In closing, the finding that reducing PTCHD4 mRNA sensitized pre-senescent cells to senolysis points to the therapeutic value of this mRNA. Interventions directed at m⁶A modifications could thus be exploited in senolytic treatment regimens to eliminate senescent cells, although further work is needed to develop strategies to target specific methylated sites.
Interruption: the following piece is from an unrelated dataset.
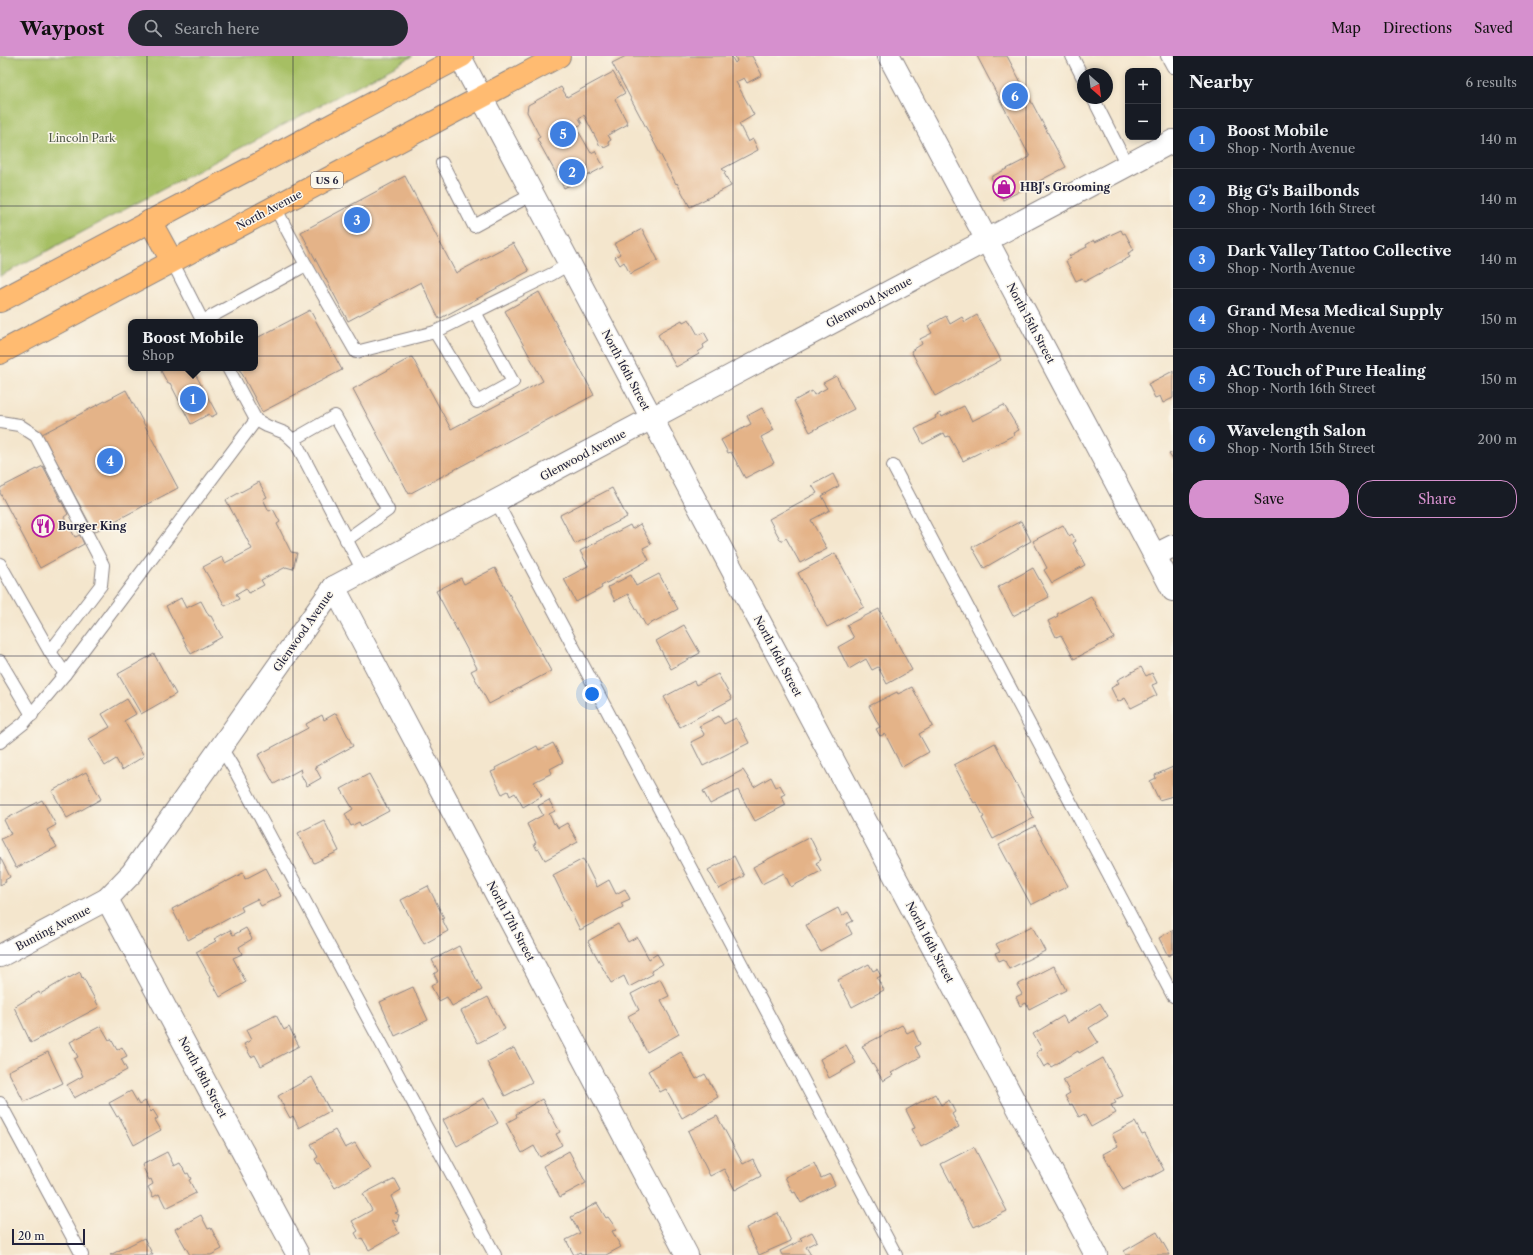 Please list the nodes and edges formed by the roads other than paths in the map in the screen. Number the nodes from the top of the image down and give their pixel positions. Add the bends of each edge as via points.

Given that modulating p53, METTL3 or IGF2BP1 can influence a multitude of transcripts, we propose that strategies to specifically target PTCHD4 mRNA m⁶A sites will permit a more precise clearance of senescent cells.

Data availability

The data in this article (m⁶A microarray, m⁶A-eCLIP-seq, and RNA-seq) are available at Gene Expression Omnibus (GEO) Superseries GSE247621. The individual submissions can be accessed within the Superseries: m⁶A microarray analysis (GSE246934), m⁶A-eCLIP-seq analysis (GSE247595), and PTCHD4 silencing RNA-seq analysis (GSE247596).

Supplementary data

Supplementary Data are available at NAR Online.

Funding

National Institute on Aging Intramural Research Program, National Institutes of Health [Z01-AG000394]. The open access publication charge for this paper has been waived by Oxford University Press -– NAR Editorial Board members are entitled to one free paper per year in recognition of their work on behalf of the journal.

Conflict of interest statement. None declared.